**Problem details**
Return every line from the records below with the string "roads".

Recorded data
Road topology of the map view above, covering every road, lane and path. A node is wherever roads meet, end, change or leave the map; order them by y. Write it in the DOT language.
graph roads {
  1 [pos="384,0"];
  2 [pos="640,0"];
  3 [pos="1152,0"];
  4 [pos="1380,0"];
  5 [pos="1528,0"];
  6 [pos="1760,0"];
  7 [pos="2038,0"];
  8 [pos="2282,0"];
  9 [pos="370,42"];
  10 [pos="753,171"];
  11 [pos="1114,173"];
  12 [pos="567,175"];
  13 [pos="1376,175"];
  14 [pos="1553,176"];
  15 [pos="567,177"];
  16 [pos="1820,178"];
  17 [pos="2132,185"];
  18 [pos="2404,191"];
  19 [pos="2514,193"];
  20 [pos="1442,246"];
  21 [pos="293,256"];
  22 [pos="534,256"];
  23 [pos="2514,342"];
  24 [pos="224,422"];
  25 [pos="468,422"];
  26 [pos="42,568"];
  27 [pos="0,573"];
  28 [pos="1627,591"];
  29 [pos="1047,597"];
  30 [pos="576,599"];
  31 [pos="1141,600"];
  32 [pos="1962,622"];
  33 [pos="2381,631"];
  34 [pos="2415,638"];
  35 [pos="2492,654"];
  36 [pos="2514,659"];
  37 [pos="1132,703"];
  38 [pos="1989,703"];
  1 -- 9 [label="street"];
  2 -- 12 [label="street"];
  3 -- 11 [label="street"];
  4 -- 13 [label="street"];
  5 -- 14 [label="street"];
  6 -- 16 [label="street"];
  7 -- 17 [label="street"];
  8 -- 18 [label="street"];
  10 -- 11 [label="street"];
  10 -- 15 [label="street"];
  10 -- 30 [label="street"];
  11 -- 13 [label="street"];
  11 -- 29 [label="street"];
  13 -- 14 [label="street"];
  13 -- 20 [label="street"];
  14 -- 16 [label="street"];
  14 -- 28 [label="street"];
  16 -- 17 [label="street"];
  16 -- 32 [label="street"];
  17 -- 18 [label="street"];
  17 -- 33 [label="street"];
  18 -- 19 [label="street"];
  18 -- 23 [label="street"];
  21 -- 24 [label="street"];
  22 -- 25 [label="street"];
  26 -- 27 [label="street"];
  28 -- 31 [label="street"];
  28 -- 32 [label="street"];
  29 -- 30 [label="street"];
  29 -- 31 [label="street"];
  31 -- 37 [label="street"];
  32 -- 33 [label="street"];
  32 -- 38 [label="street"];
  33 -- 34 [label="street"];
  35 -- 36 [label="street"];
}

**Written solution**
Road topology of the map view above, covering every road, lane and path. A node is wherever roads meet, end, change or leave the map; order them by y. Write it in the DOT language.
graph roads {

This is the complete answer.